The Cardiac Resynchronization Therapy (CRT) device, often combined with a defibrillator (CRT-D), is used when the ventricles are not contracting in a coordinated manner (ventricular dyssynchrony). The CRT device uses electrical impulses to stimulate both ventricles simultaneously, improving pumping efficiency. Patients with an LVEF of 35% or less are often candidates for CRT, and those who receive it have a higher likelihood of LVEF improvement.

When LVEF is severely compromised and other treatments fail, advanced options like a Left Ventricular Assist Device (LVAD) or a heart transplant may be considered. An LVAD is a mechanical pump implanted next to the heart to help the left ventricle circulate blood. While an LVAD does not directly improve LVEF, it significantly reduces the heart’s workload, sometimes allowing the native muscle to recover strength (myocardial recovery). Heart transplantation remains the definitive treatment for end-stage heart failure.

Essential Lifestyle Modifications

Alongside medical and device therapies, lifestyle adjustments are indispensable for maximizing LVEF improvement and managing symptoms. Strict sodium restriction is one of the most important changes, typically aiming for no more than 1,500 to 2,000 milligrams per day. Reducing salt intake prevents the body from retaining excess fluid, which decreases volume overload and strain on the heart muscle.

Managing fluid intake is also critical, as a high fluid load worsens congestion and symptoms.
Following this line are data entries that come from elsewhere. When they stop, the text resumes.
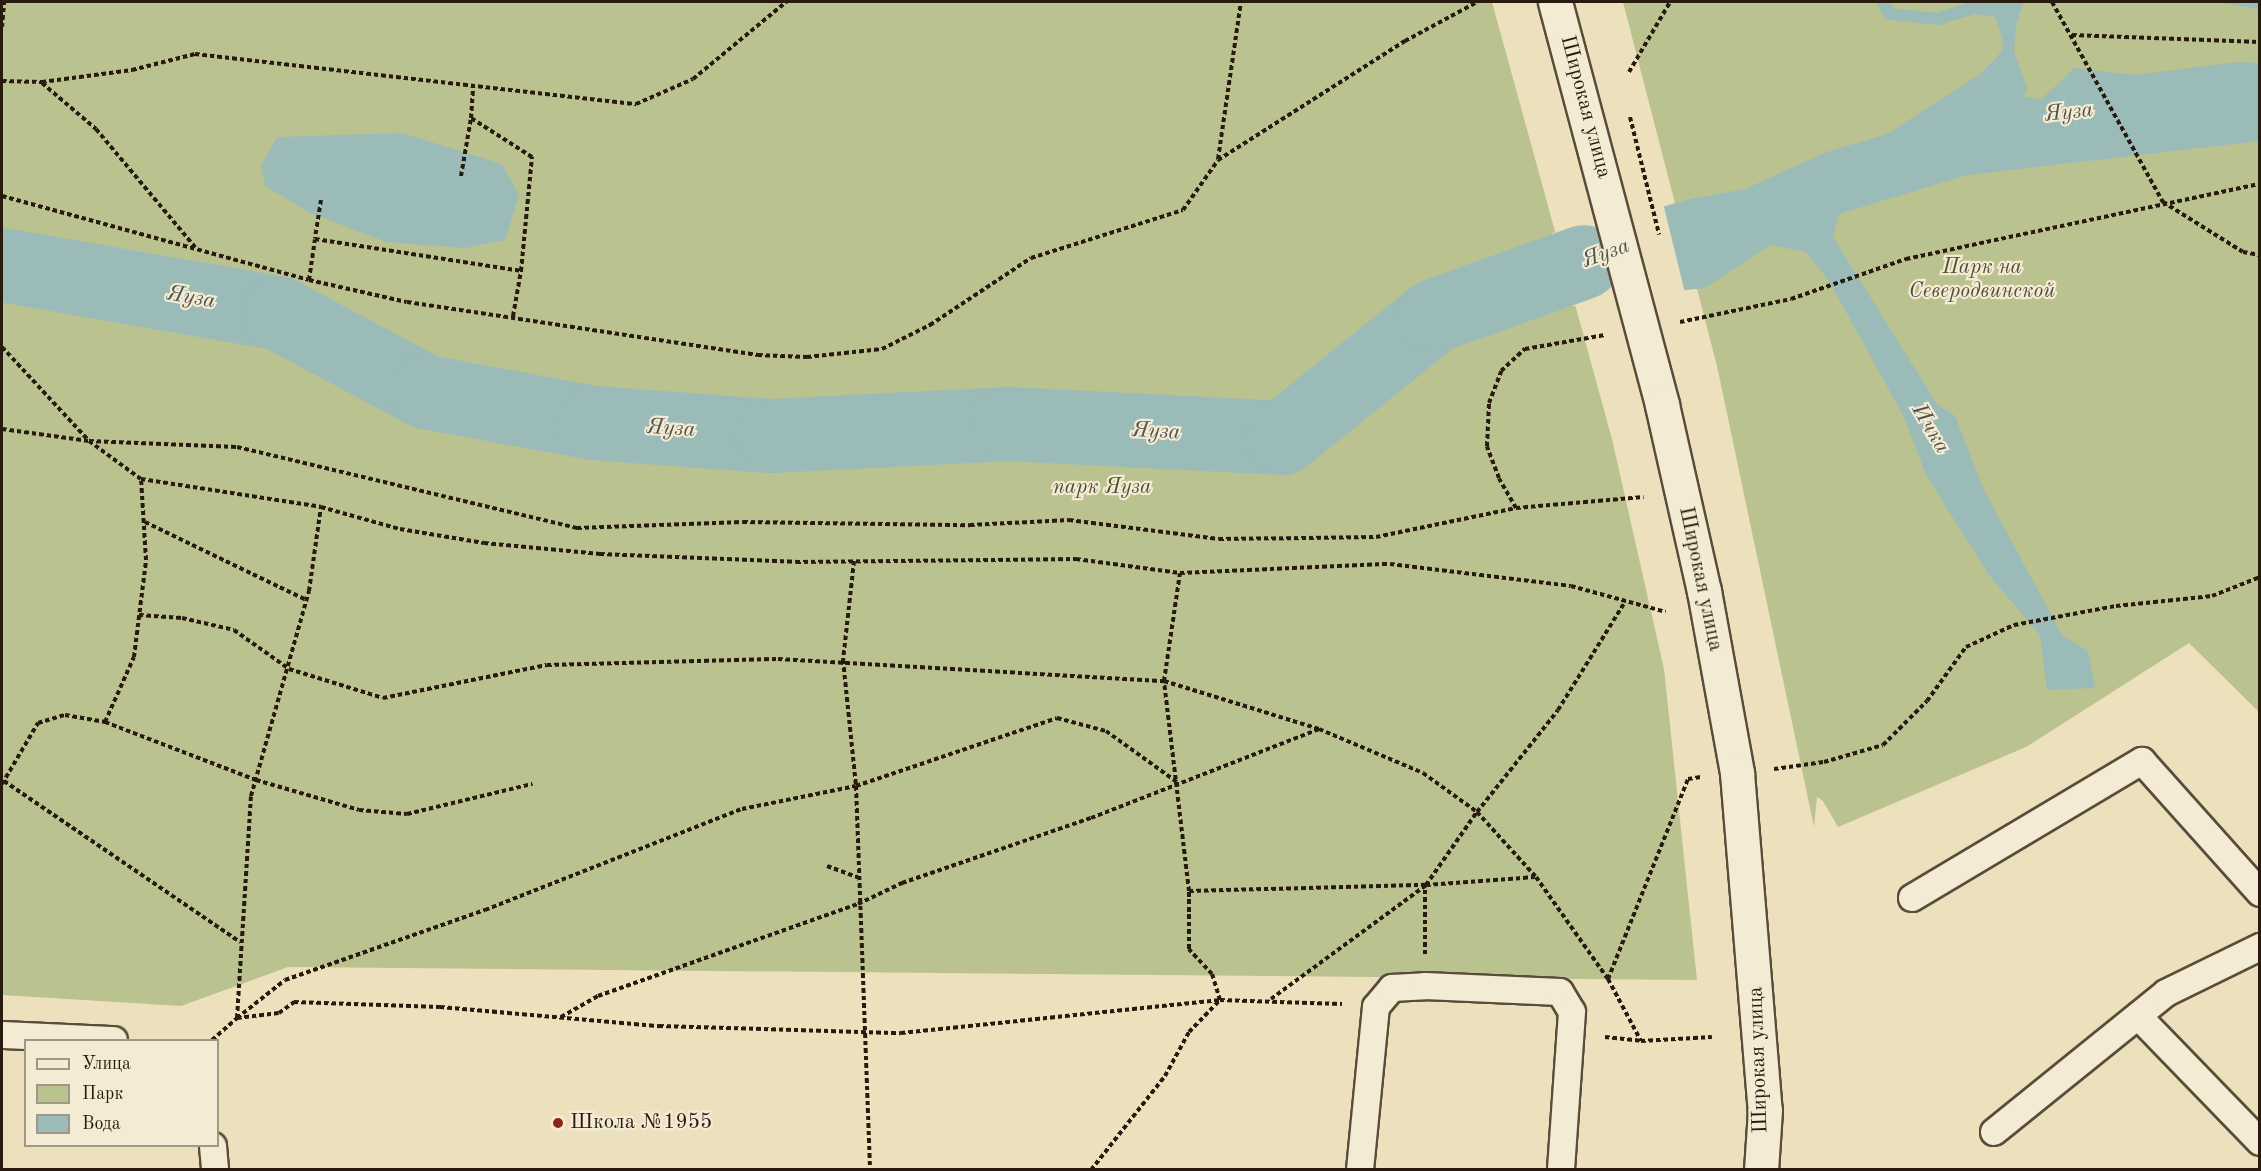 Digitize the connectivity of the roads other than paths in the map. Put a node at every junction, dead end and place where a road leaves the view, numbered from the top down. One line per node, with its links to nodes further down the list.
1 (1555, 2): 14 (main road, Широкая улица)
2 (2259, 893): 3 (lane)
3 (1912, 898)
4 (2259, 947): 5 (lane)
5 (2138, 1016): 8 (lane); 9 (lane)
6 (2, 1035): 7 (lane)
7 (77, 1039)
8 (1994, 1132)
9 (2259, 1142)
10 (213, 1147): 11 (lane)
11 (214, 1170)
12 (1360, 1170): 13 (lane)
13 (1561, 1170)
14 (1761, 1170)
Patients should monitor their weight daily, as a rapid increase of several pounds signals fluid retention requiring immediate medical attention. This proactive tracking helps manage fluid balance before it further stresses the heart.
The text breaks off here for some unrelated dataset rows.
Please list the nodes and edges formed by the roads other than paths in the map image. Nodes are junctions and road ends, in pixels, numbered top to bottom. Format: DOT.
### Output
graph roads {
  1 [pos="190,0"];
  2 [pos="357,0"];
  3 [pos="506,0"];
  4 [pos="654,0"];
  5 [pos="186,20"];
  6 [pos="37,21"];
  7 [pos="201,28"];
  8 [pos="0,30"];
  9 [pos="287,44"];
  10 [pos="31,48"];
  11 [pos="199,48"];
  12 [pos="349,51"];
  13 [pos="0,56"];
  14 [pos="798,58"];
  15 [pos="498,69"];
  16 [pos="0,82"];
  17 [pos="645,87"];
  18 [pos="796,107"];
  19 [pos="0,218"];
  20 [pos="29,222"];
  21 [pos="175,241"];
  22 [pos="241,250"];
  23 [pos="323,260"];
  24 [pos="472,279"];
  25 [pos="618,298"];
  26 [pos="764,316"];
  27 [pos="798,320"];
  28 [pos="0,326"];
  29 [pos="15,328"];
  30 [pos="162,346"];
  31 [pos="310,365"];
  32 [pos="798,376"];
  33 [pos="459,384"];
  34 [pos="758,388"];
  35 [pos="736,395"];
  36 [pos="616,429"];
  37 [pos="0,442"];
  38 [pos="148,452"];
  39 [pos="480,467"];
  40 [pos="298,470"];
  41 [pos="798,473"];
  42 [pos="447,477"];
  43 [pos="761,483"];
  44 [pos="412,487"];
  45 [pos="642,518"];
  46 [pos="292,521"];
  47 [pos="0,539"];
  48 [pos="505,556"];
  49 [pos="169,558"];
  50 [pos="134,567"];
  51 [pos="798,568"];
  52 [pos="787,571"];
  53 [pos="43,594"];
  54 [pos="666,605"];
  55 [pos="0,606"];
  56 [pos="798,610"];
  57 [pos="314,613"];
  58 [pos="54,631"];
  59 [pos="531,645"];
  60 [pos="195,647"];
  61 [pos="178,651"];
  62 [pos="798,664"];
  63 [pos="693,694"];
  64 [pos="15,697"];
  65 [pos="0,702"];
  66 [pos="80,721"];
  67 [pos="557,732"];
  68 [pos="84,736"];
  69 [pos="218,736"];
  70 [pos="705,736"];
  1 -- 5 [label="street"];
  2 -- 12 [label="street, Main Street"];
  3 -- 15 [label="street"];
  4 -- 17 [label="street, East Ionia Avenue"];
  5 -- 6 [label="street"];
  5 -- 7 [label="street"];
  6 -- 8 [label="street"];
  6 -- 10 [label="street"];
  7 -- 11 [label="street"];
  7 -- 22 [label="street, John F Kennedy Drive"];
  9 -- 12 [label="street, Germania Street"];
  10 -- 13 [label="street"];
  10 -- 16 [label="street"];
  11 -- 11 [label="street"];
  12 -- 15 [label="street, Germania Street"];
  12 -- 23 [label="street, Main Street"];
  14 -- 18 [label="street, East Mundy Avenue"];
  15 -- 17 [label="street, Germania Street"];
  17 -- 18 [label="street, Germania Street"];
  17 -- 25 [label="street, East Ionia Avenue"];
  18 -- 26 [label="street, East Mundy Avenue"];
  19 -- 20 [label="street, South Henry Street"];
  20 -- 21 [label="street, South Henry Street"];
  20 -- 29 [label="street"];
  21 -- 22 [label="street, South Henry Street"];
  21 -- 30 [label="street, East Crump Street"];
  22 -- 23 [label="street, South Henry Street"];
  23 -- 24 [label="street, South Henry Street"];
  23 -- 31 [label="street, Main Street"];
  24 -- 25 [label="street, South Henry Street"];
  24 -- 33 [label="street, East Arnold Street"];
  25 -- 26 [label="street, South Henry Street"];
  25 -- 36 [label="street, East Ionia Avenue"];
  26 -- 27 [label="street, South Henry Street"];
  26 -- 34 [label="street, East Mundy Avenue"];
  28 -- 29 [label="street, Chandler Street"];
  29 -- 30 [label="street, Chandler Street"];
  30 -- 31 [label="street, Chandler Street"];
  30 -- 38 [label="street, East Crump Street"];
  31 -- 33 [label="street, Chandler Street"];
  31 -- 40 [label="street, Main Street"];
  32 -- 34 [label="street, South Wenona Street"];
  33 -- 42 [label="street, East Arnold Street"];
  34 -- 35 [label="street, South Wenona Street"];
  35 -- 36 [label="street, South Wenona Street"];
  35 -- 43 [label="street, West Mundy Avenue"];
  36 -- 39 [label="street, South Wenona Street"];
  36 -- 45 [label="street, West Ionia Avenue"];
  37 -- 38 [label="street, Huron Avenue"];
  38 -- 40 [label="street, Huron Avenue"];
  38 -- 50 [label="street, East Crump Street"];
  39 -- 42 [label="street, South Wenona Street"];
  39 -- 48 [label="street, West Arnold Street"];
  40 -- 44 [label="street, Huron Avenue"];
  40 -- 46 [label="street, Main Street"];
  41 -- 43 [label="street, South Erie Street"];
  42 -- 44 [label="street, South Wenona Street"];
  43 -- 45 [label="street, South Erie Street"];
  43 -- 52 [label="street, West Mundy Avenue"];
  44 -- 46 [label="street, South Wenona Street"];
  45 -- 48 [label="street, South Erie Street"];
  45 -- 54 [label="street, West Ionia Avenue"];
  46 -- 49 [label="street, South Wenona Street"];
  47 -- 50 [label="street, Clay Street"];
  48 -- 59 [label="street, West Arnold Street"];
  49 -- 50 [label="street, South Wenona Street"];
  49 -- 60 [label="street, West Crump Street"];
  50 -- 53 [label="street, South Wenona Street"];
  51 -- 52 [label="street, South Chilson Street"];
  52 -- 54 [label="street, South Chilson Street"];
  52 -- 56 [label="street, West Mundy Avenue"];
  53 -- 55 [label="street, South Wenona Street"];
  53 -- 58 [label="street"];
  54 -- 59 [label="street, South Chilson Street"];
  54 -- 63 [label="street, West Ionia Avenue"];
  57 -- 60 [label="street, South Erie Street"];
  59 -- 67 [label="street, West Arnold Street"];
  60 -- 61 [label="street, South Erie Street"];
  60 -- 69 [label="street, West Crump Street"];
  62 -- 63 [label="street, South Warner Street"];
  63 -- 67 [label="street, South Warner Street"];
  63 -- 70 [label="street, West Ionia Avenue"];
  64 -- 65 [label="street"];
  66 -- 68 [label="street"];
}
Regular physical activity, often initiated through a formal cardiac rehabilitation program, is a powerful tool for improving cardiorespiratory fitness and LVEF. Moderate-intensity exercise, such as walking for 20 to 40 minutes several times a week, strengthens the heart muscle and improves its function. Cessation of smoking and alcohol consumption is mandatory, as both substances are directly toxic to the heart muscle and can rapidly worsen LVEF.